DIRECTORS BEHAVING BADLY:

The first home league win coincided with Wee Tam's big brother getting an official warning, for his behaviour in the "Posh" seats, from the "Old Bill. At least crabbit Jim shows some passion when his side is losing, a bit more commitment from our chairman wouldn't go amiss. Also on the 

same weekend, Mr. Blobby" from Livi was getting into soapy bubble in Bridieland - Must have been something in the tea!

ARROGANT FAT CAT:
The "Whats the Score" TV programme illustrated the smug, arrogant face of the Jambo Chairman. However Jim Traynor raised two very pertinent questions; 1 The Bunnet is taking his "bung" soon,
so why should we take any notice of him! What is to stop the gruesome twosome from treating the others in the Top Ten in the Cavalier way they are treating the rest of the clubs when it suits their ends.

STREET CRED:
Pity the duo who fronted the opposition to the Breakaway debate on N were George "Bluster" Fulston, ex of Accies asset stripping, and Mr. Blobby who re-located Meadowbank into the welcoming arms of the Livi public. Still their case had more merit than that of the Avarice and
Greed defence that "Oor Man" Alex tried to defend, no wonder he looked sheepish in his faltering case for change.

A GENT:
Our former player, Mio Krivocapic, the man from Niksic Crn Gora witnessed our first league victory, perhaps he is our lucky charm. I was lucky enough to speak to him afterwards, he still appears interested in the club and its current perilous position. As a role model for aspiring youngsters, he is a fine example both on and off the park.

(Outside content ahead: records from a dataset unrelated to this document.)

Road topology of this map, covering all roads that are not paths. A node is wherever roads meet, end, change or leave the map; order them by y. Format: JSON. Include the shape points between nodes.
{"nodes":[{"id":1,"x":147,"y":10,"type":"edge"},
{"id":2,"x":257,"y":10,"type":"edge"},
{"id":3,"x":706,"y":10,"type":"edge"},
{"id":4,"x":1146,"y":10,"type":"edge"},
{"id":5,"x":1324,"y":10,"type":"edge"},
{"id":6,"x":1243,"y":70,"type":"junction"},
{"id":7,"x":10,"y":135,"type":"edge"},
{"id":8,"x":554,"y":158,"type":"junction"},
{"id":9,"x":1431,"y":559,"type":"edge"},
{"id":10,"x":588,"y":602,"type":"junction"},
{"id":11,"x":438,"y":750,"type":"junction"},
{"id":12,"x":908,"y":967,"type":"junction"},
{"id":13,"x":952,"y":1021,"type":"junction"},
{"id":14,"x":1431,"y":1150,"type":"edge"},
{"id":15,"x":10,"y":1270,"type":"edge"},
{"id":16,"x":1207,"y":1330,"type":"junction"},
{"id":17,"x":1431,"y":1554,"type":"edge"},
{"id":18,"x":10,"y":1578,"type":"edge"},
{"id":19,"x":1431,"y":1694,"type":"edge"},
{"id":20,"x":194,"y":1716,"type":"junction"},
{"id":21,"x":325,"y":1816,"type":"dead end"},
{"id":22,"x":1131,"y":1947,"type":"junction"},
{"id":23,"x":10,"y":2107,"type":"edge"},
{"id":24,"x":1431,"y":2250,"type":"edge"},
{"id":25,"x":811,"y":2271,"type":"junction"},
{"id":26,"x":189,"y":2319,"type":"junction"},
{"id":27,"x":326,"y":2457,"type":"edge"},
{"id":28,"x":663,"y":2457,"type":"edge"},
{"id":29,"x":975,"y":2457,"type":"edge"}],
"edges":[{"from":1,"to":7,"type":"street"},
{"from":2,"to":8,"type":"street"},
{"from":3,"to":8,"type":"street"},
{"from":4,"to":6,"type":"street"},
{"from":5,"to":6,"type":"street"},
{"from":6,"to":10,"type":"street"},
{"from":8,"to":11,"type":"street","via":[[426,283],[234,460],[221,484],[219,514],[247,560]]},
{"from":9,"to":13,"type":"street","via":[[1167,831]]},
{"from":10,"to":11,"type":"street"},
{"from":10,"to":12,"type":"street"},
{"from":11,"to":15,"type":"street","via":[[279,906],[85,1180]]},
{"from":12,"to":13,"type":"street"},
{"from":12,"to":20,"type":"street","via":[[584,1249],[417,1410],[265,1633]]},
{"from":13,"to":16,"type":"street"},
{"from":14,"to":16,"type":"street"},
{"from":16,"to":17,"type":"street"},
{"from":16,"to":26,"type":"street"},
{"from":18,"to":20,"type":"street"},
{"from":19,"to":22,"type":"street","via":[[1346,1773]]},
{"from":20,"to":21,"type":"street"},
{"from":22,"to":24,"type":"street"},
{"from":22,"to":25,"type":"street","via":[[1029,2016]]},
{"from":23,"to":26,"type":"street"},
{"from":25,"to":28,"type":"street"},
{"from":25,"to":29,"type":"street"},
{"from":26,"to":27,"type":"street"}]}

ARE YOU AIRDRIE IN DISGUISE?:
With Paton's plodders giving a good impression of the Beastie Boys, and the ref Mr. Young giving a who is the Bxxxxxd in the black type of performance. Still it was good to see the Well double the number of home wins this season before the New Year. How after the game "Lugs" Moore could defend the Dutch Donkeys assault on McMillan defies belief, but of course "diver" Moore comes originally from cheatsville Jambo land.

ZEBRAS 1 SCUM 0:
For The first time this season 1 watched the featured match an Football Italia because it featured the provincial no hopers from the Stade Del Communale Fruili the home of the Italian Zebras, Udinese. Thankfully Ollie Bierhofs late header saw off the Scum from Milan. As Udine is
such a backwater close to the Croat border they are the only side in the Lira laden league that I have any interest in. Good to see their three up policy put the Champions elect to the sword, good on 'em, it now just needs S04 to follow their example in March and I'll be a happy chappie.

CONSPIRACY THEORY:
Not The one expounded by the Beggars to explain away their defeats, but the one to explain why the lights went out at Selhurst Park, leaving the Wombles and the Arse in the dark. With Bruce "bung" Grobelaar and Hans "Yer Cash" Segers allegedly assisting Far East gentlemen to wager on games the word was out that the Arse had not to win according to the smart money, enough said.

RECIDIVISTS:
Definition first of all:- one who relapses into crime! Perhaps a bit harsh but pretty close to Motherwell's performance in Sheep City which was undoubtedly criminal. After a couple of decent results and displays this was a chance to put some light between us and the sheep molesters
providing we didn't lose. What happens "Beano and Jessie" the misfits give us a three goal dumping. Motherwell are becoming masters of the unpredictable, they never seem to be capable of making things easy for themselves or the supporters. The defending from what I saw on TV looked of a joke standard, back to the drawing board Alex.

A NEWMAN:
Not just the acquisition of Rob from Mustard City but the Canary boys use of the ball up the line has allowed Elvis to show his pace, making more use of his speed to occupy the opposition's defence. "Sick Note" has looked a deal more comfortable carrying the ball from midfield rather than waiting for the ball being played up to him when he was up front. He now looks a useful member of the first team squad, a real turnaround, a "newman" in fact.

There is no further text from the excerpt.